REGALATI
Nei panni di mia moglie
di A. Saviano

ISBN 88-7568-298-4
EDITRICE NUOVI AUTORI
via G. Ferrari, 14
20123 Milano (MI)

SOMMARIO
01 - Il lavoro rende liberi
02 - Senza famiglia
03 - Il mio nome è Marco Bianchi
04 - Apprendistato e tutoraggio
05 - Domani è un altro giorno
06 - Me ne vado, vado via
07 - Lasciate ogni speranza
08 - Apprendista, intraprendente
09 - Chi non muore si rivede
10 - Assistente, meno otto
11 - Operaio, meno sette
12 - Caposquadra, meno sei
13 - Capoturno, meno cinque
14 - Caporeparto, meno quattro
15 - Colletto bianco, meno tre
16 - Responsabile di funzione
17 - Quadro, meno due
18 - Dirigente, meno uno
19 - Amministratore delegato, piano terra
20 - Il segreto del decimo piano
21 - Postfazione (ovvero il vero colpo di scena)

PREFAZIONE

La storia inizia con Marco ancora disoccupato – affitti arretrati da pagare, auto da rottamare, bollette e altre scadenze che incombono sul suo inconsistente reddito. Dopo una lunga attesa finalmente un'opportunità che si concretizza quando si reca presso l'opificio di una prestigiosa multinazionale: la In.Fe.Ri. group.
Lo stabilimento – che dall'esterno sembra il massimo che qualsiasi lavoratore potrebbe desiderare – si rivela tutt'altro e ben presto Marco dovrà ritornare sul giudizio frettolosamente dato.
Superato un periodo di prova a dir poco allucinante e sopita l'iniziale rabbia, il ragazzo inizierà ad abituarsi a quel luogo di lavoro dimostrandosi particolarmente valido nell'affrontare e risolvere i piccoli e grandi problemi che assillano l'azienda – descritti sempre come momenti tragicomici appartenenti al mondo dell'assurdo. In tal modo Marco, vivendo momenti altalenanti di grande euforia e di somma disperazione, comincerà la sua scalata ai piani “alti” – in realtà riemergerà dal sottosuolo – arrivando al successo.
Le metodologia ei problem-solving e di time-management fanno sicuramente da sfondo a questa storia, ma lo fanno in maniera discreta, assumendo la figura dei docenti universitari che il ragazzo ha avuto e che ritorneranno sotto forma di sogno per aiutarlo.
Seguendo il suo percorso di vita, la visione del mondo di Marco, inizialmente molto influenzata dal periodo di grande negatività che ha trascorso, tenderà ad ampliarsi e modificarsi e altrettanto accadrà per il rapporto interiore tra etica e morale.
Tutto questo, proprio quando sarà ad un passo dall'apice, lo porterà ad affrontare l'enigma di un livello sotterraneo misterioso (il decimo) dove, con alcuni colpi di scena, viene mantenuta fede allo schema: illudi, frustra e infine sorprendi le supposizioni del lettore, il quale durante tutta la lettura – pur sorridendo e, a volte, addirittura ridendo - viene costretto a riflettere su quali siano le reali condizioni di vita in cui versano molti lavoratori anche al giorno d'oggi.
Anche in questo mio racconto (come nel precedente) la scritta FINE non pone termine al romanzo, poiché il vero e proprio colpo di scena avviene nella postfazione, sottoposta ancora una volta all'attenzione del lettore come capitolo a se stante e caratterizzata dal sottotitolo “ il vero colpo di scena”.

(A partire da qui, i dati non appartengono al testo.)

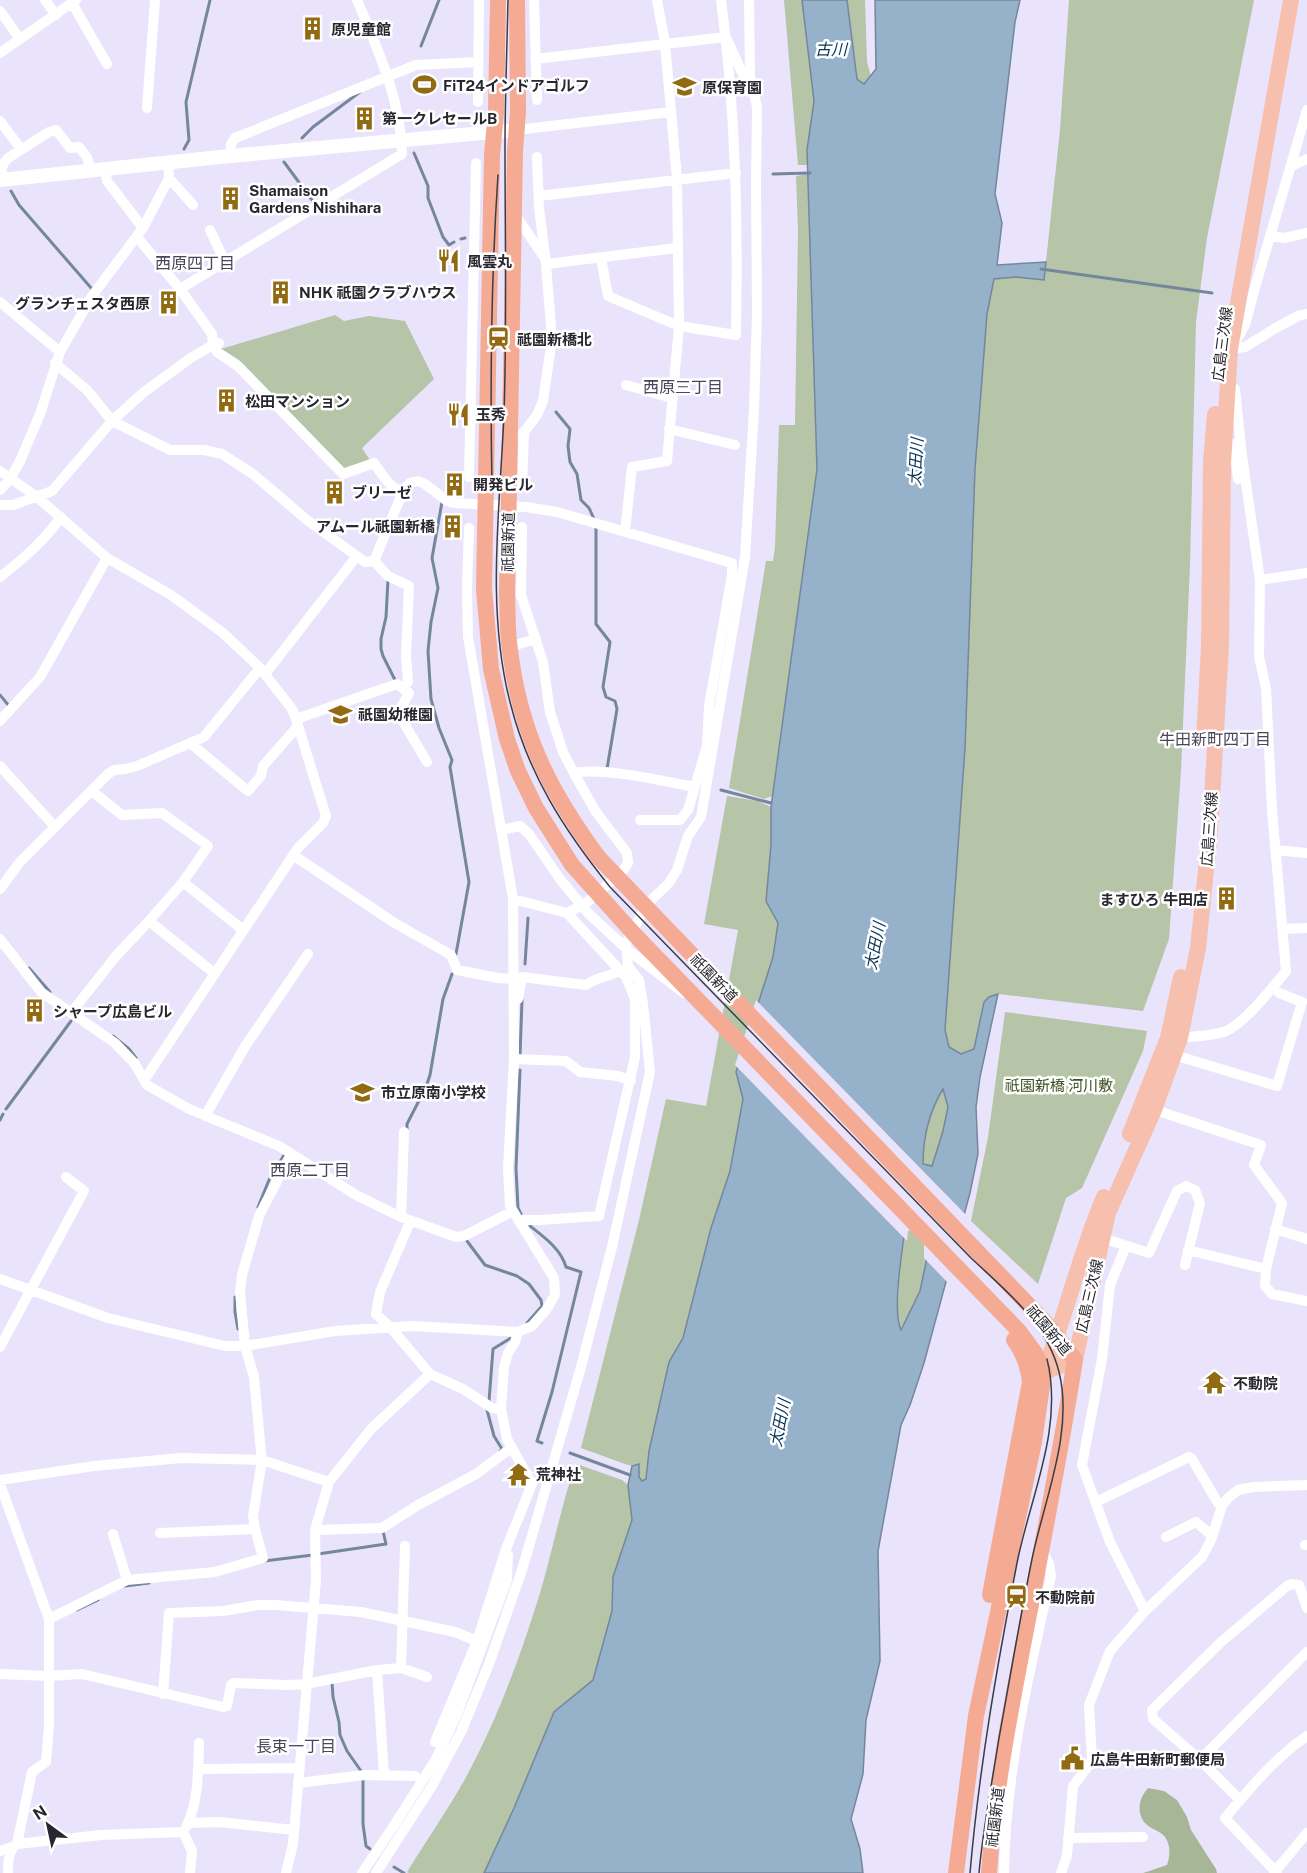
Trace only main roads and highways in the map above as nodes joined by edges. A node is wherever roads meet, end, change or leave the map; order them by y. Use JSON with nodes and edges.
{"nodes":[{"id":1,"x":498,"y":0,"type":"edge"},
{"id":2,"x":517,"y":0,"type":"edge"},
{"id":3,"x":1280,"y":0,"type":"edge"},
{"id":4,"x":1291,"y":0,"type":"edge"},
{"id":5,"x":1225,"y":348,"type":"junction"},
{"id":6,"x":722,"y":1025,"type":"junction"},
{"id":7,"x":1174,"y":1038,"type":"junction"},
{"id":8,"x":1148,"y":1108,"type":"junction"},
{"id":9,"x":1096,"y":1236,"type":"junction"},
{"id":10,"x":1067,"y":1308,"type":"junction"},
{"id":11,"x":1043,"y":1316,"type":"junction"},
{"id":12,"x":1058,"y":1336,"type":"junction"},
{"id":13,"x":1075,"y":1360,"type":"junction"},
{"id":14,"x":1036,"y":1371,"type":"junction"},
{"id":15,"x":956,"y":1873,"type":"edge"},
{"id":16,"x":989,"y":1873,"type":"edge"}],
"edges":[{"from":1,"to":6,"type":"highway","name":"祇園新道"},
{"from":2,"to":11,"type":"highway","name":"祇園新道"},
{"from":3,"to":5,"type":"main road","name":"広島三次線"},
{"from":4,"to":5,"type":"main road","name":"広島三次線"},
{"from":5,"to":7,"type":"main road","name":"広島三次線"},
{"from":5,"to":7,"type":"main road","name":"広島三次線"},
{"from":6,"to":14,"type":"highway","name":"祇園新道"},
{"from":6,"to":14,"type":"highway","name":"祇園新道"},
{"from":7,"to":8,"type":"main road","name":"広島三次線"},
{"from":7,"to":8,"type":"main road","name":"広島三次線"},
{"from":8,"to":9,"type":"main road","name":"広島三次線"},
{"from":9,"to":10,"type":"main road","name":"広島三次線"},
{"from":9,"to":13,"type":"main road","name":"広島三次線"},
{"from":10,"to":11,"type":"main road"},
{"from":10,"to":12,"type":"main road","name":"広島三次線"},
{"from":11,"to":12,"type":"highway","name":"祇園新道"},
{"from":12,"to":13,"type":"highway","name":"祇園新道"},
{"from":12,"to":14,"type":"main road","name":"広島三次線"},
{"from":13,"to":14,"type":"main road"},
{"from":13,"to":16,"type":"highway","name":"祇園新道"},
{"from":14,"to":15,"type":"highway","name":"祇園新道"}]}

Disoccupato in attesa di lavoro

di Andrea Saviano

I - Il lavoro rende liberi


Da molto tempo, tutte le sue notti – insonni – erano affollate di sogni angosciosi. Ogni sua giornata, invece, era caratterizzata soprattutto di astruse visioni, quasi sempre popolate da strani "ectoplasmi", che il più delle volte aveva l'apparenza di una ragazza o – molto più raramente – di un giovane uomo.
Costoro, dall'aspetto distinto ma ai suoi occhi sempre pallidi ed impalpabili come fantasmi, erano di volta in volta: il suo accusatore, il suo giudice, il suo carnefice.
Ogni volta che si ripeteva questo interrogatorio/processo, essi non rivolgevano mai lo sguardo direttamente verso l'imputato, ma guardavano sempre davanti a loro quasi nel vuoto, mantenendo costantemente un sorriso asettico e artificiale, quasi fossero in preda ad una paresi facciale o come se dall'altra parte della scrivania in realtà non ci fosse seduto nessuno. In pratica, come se in realtà lo spettro fosse stato lui.
Così, giorno dopo giorno, con una monotonia quasi esasperante, si riproponeva - presso uffici di volta in volta differenti – sempre la stessa ridicola messa in scena. Con una cadenza quasi quotidiana, si apriva il sipario sull'ennesima replica dello stesso stupido e tragico teatrino dell'assurdo.
Una rappresentazione che per lui aveva assunto le sembianze di un incubo ad occhi aperti. Come al teatro, la vicenda era sempre la medesima e la narrazione variava solo per alcuni dettagli. Improvvisazioni dovute al fatto che l'attore cambiava, pur essendo sempre medesima la parte, cosicché la trama riusciva ad essere ininterrottamente fedele a se stessa. In sostanza, l'interrogatorio/processo cominciava non con la richiesta all'imputato di alzarsi, ma con il cerimonioso suggerimento di sedersi comodamente. Qualcosa di simile, insomma, al carnefice che chiede al condannato di "accomodarsi" sulla sedia elettrica.
Queste strane figure eteriche all'inizio chiedevano ogni volta la medesimo e annoiato quesito. Non con il tono di una domanda, ma con quello dell'ordine perentorio di un interrogatorio in questura.
« Nome e cognome. »
« Marco Bianchi »
Tutto ciò senza evitare che la frase non fosse penosamente cadenzata con la piattezza della routine. Tutto, dai gesti alle parole doveva essere freddo, praticamente asettico, cioè: professionalmente distaccato. Perché, innanzitutto, la regola non scritta che vigeva in quei luoghi era: non farsi coinvolgere dalle miserie altrui. Può un carnefice provare pietà per un condannato?
Poi, sempre in maniera impersonale, quasi a ribadire un muro al di là del quale non poteva esistere commiserazione, seguiva l'altrettanto tipica e più articolata seconda domanda.
« Età, titoli di studio ed esperienze di lavoro. »
« Trentadue... quasi trentatre. »
Era in questo preciso momento dell'intervista di lavoro che tendeva a chiudersi in uno strano silenzio, poiché la voglia di dire la verità cominciava a vacillare, anzi a scorrergli lungo il corpo, per colare sul pavimento. Esattamente a questo punto di ogni colloquio preliminare il diploma di maturità e la laurea diventavano quasi una vergogna da nascondere, un inutile ostacolo alle reali opportunità di impiego offerte da un mercato del lavoro in cerca essenzialmente di gretta manovalanza.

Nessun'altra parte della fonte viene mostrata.